(Data section begins)
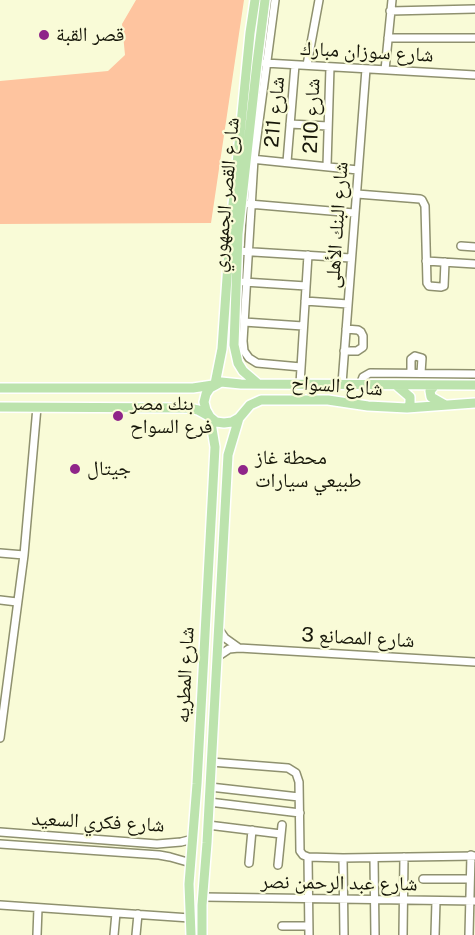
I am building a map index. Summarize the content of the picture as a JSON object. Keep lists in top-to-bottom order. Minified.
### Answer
{"streets":{"main road":["شارع القصر الجمهوري","شارع السواح","شارع المطريه"],"street":["شارع سوزان مبارك","شارع 211","شارع 210","شارع البنك الأهلى","شارع المصانع 3","شارع فكري السعيد","شارع عبد الرحمن نصر"]},"crossings":[["شارع سوزان مبارك","شارع 211"],["شارع سوزان مبارك","شارع 210"],["شارع سوزان مبارك","شارع القصر الجمهوري"],["شارع سوزان مبارك","شارع البنك الأهلى"],["شارع القصر الجمهوري","شارع السواح"],["شارع البنك الأهلى","شارع السواح"],["شارع السواح","شارع المطريه"],["شارع المطريه","شارع فكري السعيد"],["شارع المطريه","شارع عبد الرحمن نصر"]],"places":["قصر القبة","بنك مصر فرع السواح","جيتال","محطة غاز طبيعي سيارات"]}
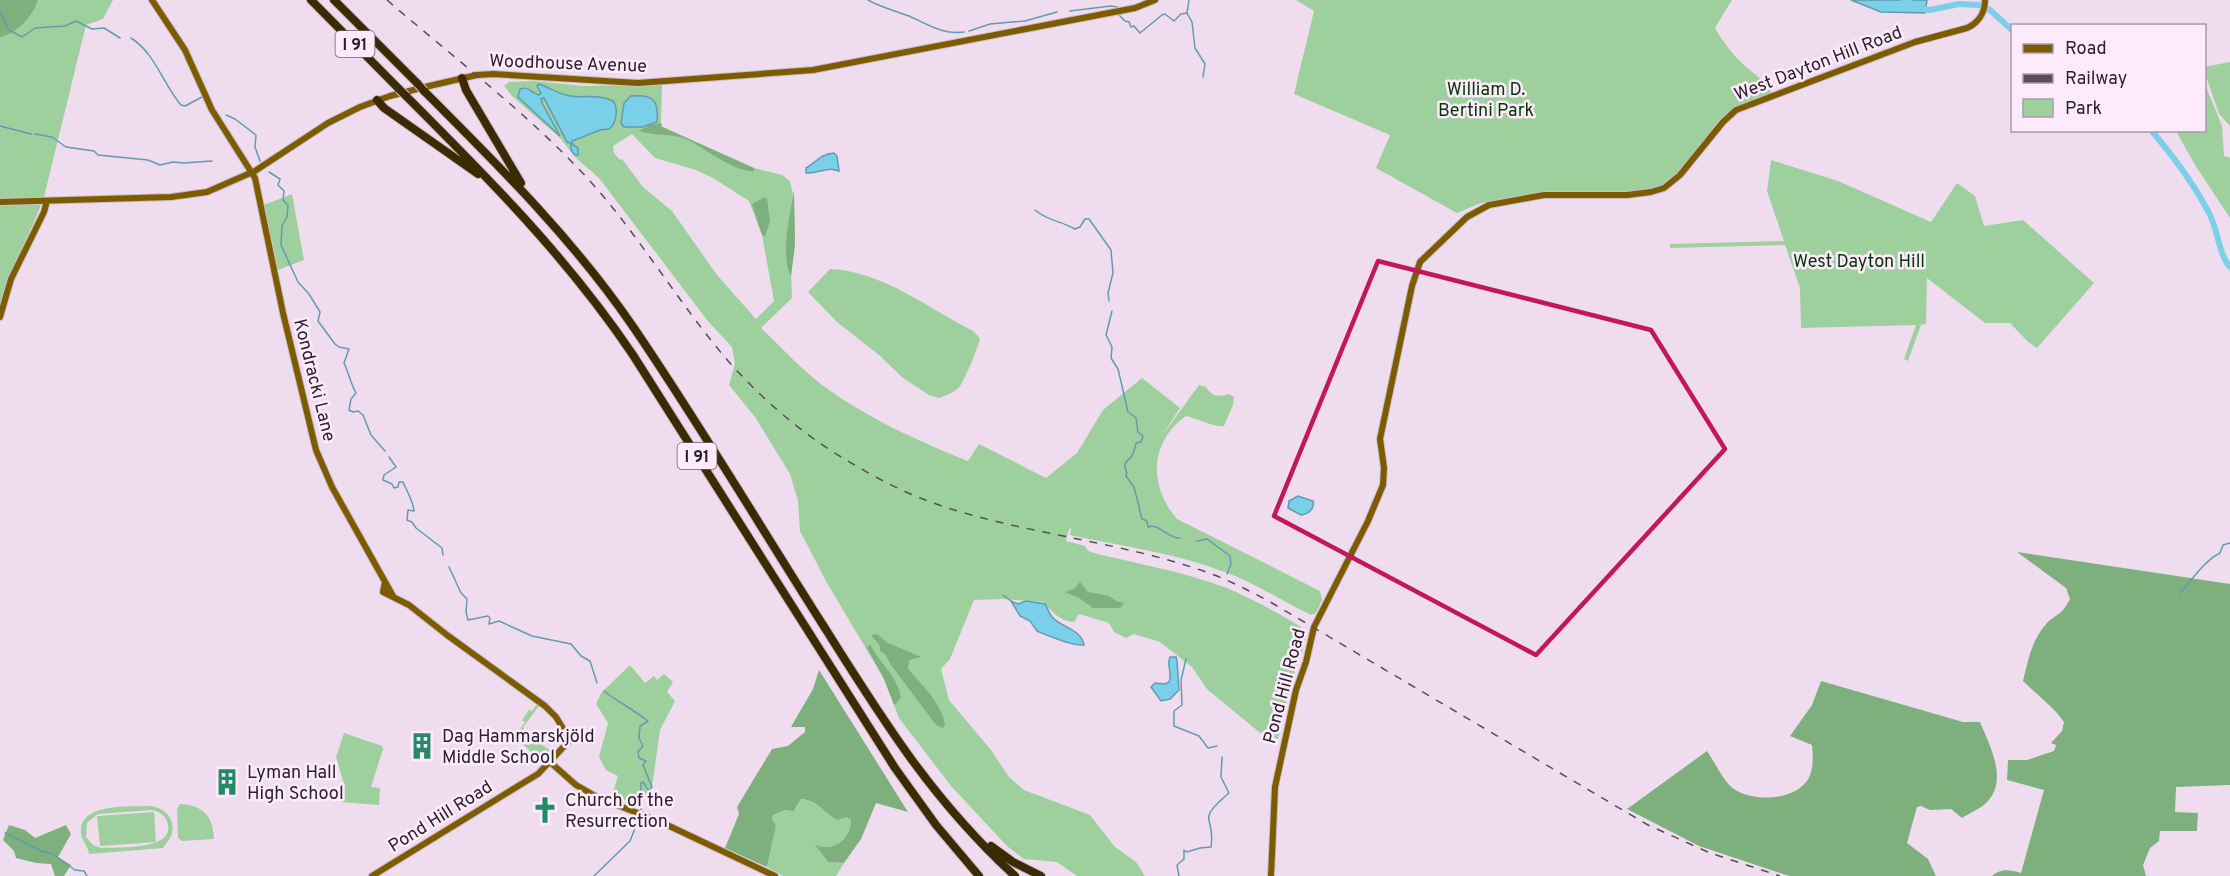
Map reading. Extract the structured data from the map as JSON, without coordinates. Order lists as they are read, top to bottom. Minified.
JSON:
{"streets":{"highway":["I 91"],"main road":["Woodhouse Avenue","West Dayton Hill Road","Kondracki Lane","Pond Hill Road"]},"crossings":[["Woodhouse Avenue","Kondracki Lane"],["West Dayton Hill Road","Pond Hill Road"],["Kondracki Lane","Pond Hill Road"]],"parks":["William D. Bertini Park","West Dayton Hill"],"places":{"building":["Dag Hammarskjöld Middle School","Lyman Hall High School"],"church":["Church of the Resurrection"]},"legend":["Road","Railway","Park"]}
(Data section ends)
> Exercise goal
The entries above should be retyped word for word, with all pictures omitted.

> Written reply
I am building a map index. Summarize the content of the picture as a JSON object. Keep lists in top-to-bottom order. Minified.
### Answer
{"streets":{"main road":["شارع القصر الجمهوري","شارع السواح","شارع المطريه"],"street":["شارع سوزان مبارك","شارع 211","شارع 210","شارع البنك الأهلى","شارع المصانع 3","شارع فكري السعيد","شارع عبد الرحمن نصر"]},"crossings":[["شارع سوزان مبارك","شارع 211"],["شارع سوزان مبارك","شارع 210"],["شارع سوزان مبارك","شارع القصر الجمهوري"],["شارع سوزان مبارك","شارع البنك الأهلى"],["شارع القصر الجمهوري","شارع السواح"],["شارع البنك الأهلى","شارع السواح"],["شارع السواح","شارع المطريه"],["شارع المطريه","شارع فكري السعيد"],["شارع المطريه","شارع عبد الرحمن نصر"]],"places":["قصر القبة","بنك مصر فرع السواح","جيتال","محطة غاز طبيعي سيارات"]}
Map reading. Extract the structured data from the map as JSON, without coordinates. Order lists as they are read, top to bottom. Minified.
JSON:
{"streets":{"highway":["I 91"],"main road":["Woodhouse Avenue","West Dayton Hill Road","Kondracki Lane","Pond Hill Road"]},"crossings":[["Woodhouse Avenue","Kondracki Lane"],["West Dayton Hill Road","Pond Hill Road"],["Kondracki Lane","Pond Hill Road"]],"parks":["William D. Bertini Park","West Dayton Hill"],"places":{"building":["Dag Hammarskjöld Middle School","Lyman Hall High School"],"church":["Church of the Resurrection"]},"legend":["Road","Railway","Park"]}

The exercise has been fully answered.